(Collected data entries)

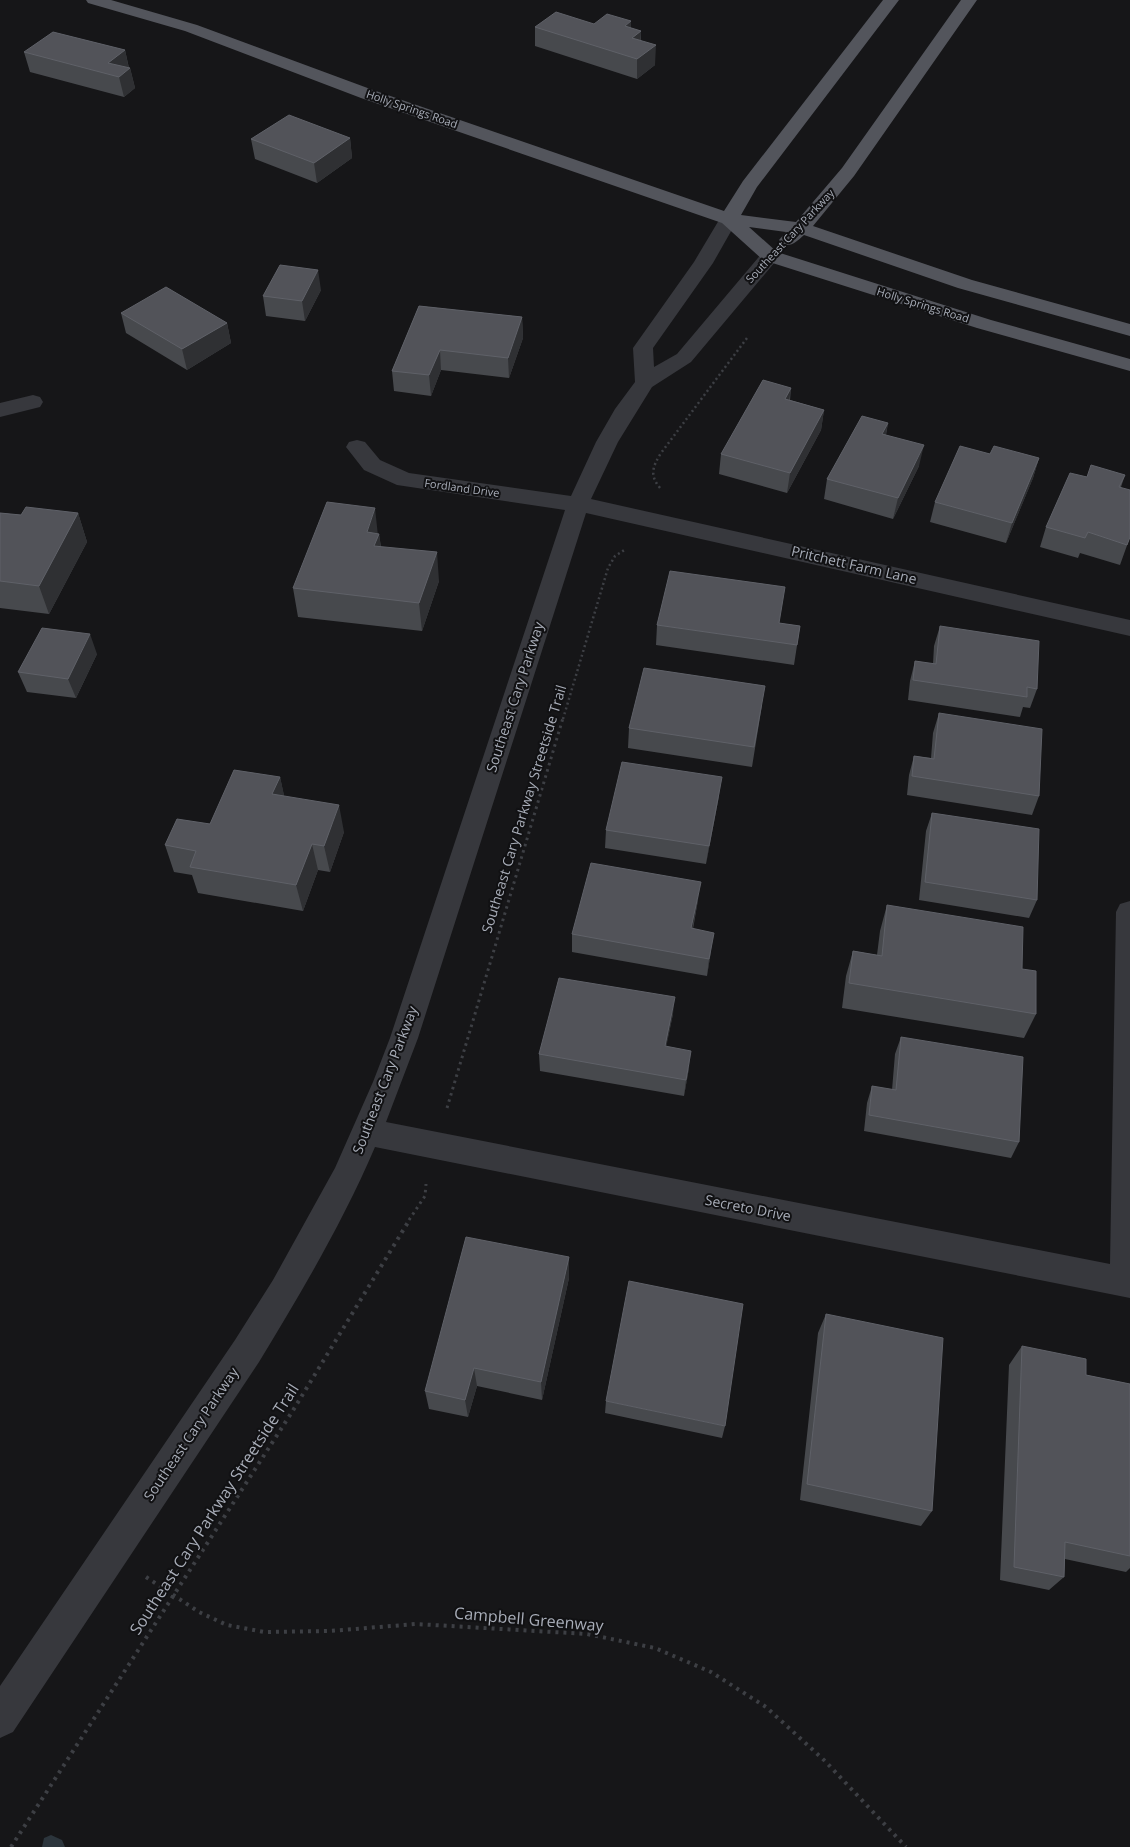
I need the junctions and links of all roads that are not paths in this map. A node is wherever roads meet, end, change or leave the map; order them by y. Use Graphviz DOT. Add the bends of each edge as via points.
graph roads {
  1 [pos="94,0"];
  2 [pos="891,0"];
  3 [pos="969,0"];
  4 [pos="729,219"];
  5 [pos="800,228"];
  6 [pos="770,256"];
  7 [pos="1130,330"];
  8 [pos="1130,365"];
  9 [pos="645,382"];
  10 [pos="33,402"];
  11 [pos="0,410"];
  12 [pos="356,447"];
  13 [pos="578,504"];
  14 [pos="1130,628"];
  15 [pos="1130,912"];
  16 [pos="367,1132"];
  17 [pos="1128,1282"];
  18 [pos="0,1719"];
  1 -- 4 [label="main road, Holly Springs Road" via="191,28 367,94"];
  2 -- 4 [label="main road" via="749,185"];
  3 -- 5 [label="main road, Southeast Cary Parkway" via="848,172"];
  4 -- 5 [label="main road, Holly Springs Road"];
  4 -- 6 [label="main road, Holly Springs Road"];
  4 -- 9 [label="street" via="644,348"];
  5 -- 6 [label="main road, Southeast Cary Parkway"];
  5 -- 7 [label="main road, Holly Springs Road" via="965,284"];
  6 -- 8 [label="main road, Holly Springs Road" via="984,324"];
  6 -- 9 [label="street, Southeast Cary Parkway" via="684,358"];
  9 -- 13 [label="street, Southeast Cary Parkway" via="607,442"];
  10 -- 11 [label="street"];
  12 -- 13 [label="street, Fordland Drive" via="372,464 405,480"];
  13 -- 14 [label="street, Pritchett Farm Lane"];
  13 -- 16 [label="street, Southeast Cary Parkway" via="404,1038"];
  15 -- 17 [label="street"];
  16 -- 17 [label="street, Secreto Drive"];
  16 -- 18 [label="street, Southeast Cary Parkway" via="323,1224 256,1336"];
}
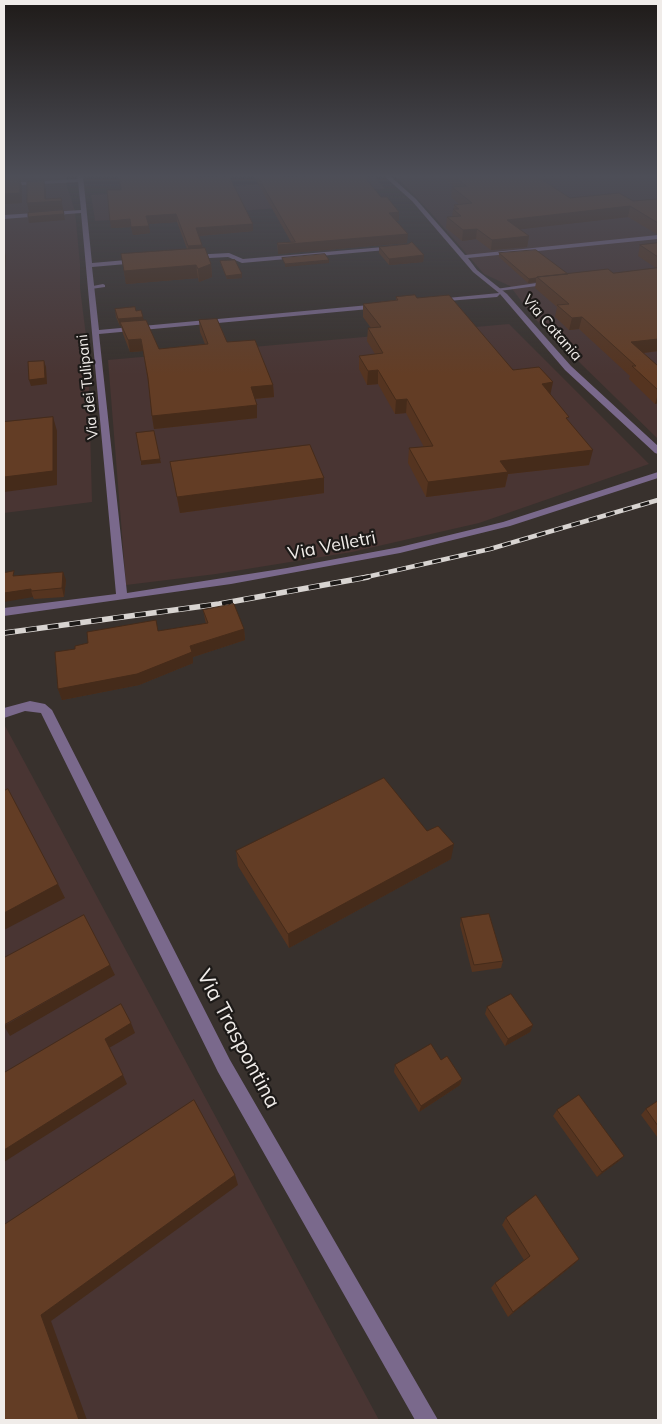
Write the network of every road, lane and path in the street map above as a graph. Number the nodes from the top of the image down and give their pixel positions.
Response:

▶ What the exercise asks: Only the pictures may be dropped; print every record exactly as given.

▶ Task output:
I need the junctions and links of all roads that are not paths in this map. A node is wherever roads meet, end, change or leave the map; order them by y. Use Graphviz DOT. Add the bends of each edge as via points.
graph roads {
  1 [pos="94,0"];
  2 [pos="891,0"];
  3 [pos="969,0"];
  4 [pos="729,219"];
  5 [pos="800,228"];
  6 [pos="770,256"];
  7 [pos="1130,330"];
  8 [pos="1130,365"];
  9 [pos="645,382"];
  10 [pos="33,402"];
  11 [pos="0,410"];
  12 [pos="356,447"];
  13 [pos="578,504"];
  14 [pos="1130,628"];
  15 [pos="1130,912"];
  16 [pos="367,1132"];
  17 [pos="1128,1282"];
  18 [pos="0,1719"];
  1 -- 4 [label="main road, Holly Springs Road" via="191,28 367,94"];
  2 -- 4 [label="main road" via="749,185"];
  3 -- 5 [label="main road, Southeast Cary Parkway" via="848,172"];
  4 -- 5 [label="main road, Holly Springs Road"];
  4 -- 6 [label="main road, Holly Springs Road"];
  4 -- 9 [label="street" via="644,348"];
  5 -- 6 [label="main road, Southeast Cary Parkway"];
  5 -- 7 [label="main road, Holly Springs Road" via="965,284"];
  6 -- 8 [label="main road, Holly Springs Road" via="984,324"];
  6 -- 9 [label="street, Southeast Cary Parkway" via="684,358"];
  9 -- 13 [label="street, Southeast Cary Parkway" via="607,442"];
  10 -- 11 [label="street"];
  12 -- 13 [label="street, Fordland Drive" via="372,464 405,480"];
  13 -- 14 [label="street, Pritchett Farm Lane"];
  13 -- 16 [label="street, Southeast Cary Parkway" via="404,1038"];
  15 -- 17 [label="street"];
  16 -- 17 [label="street, Secreto Drive"];
  16 -- 18 [label="street, Southeast Cary Parkway" via="323,1224 256,1336"];
}
Write the network of every road, lane and path in the street map above as a graph. Number the nodes from the top of the image down and give their pixel positions.
Response:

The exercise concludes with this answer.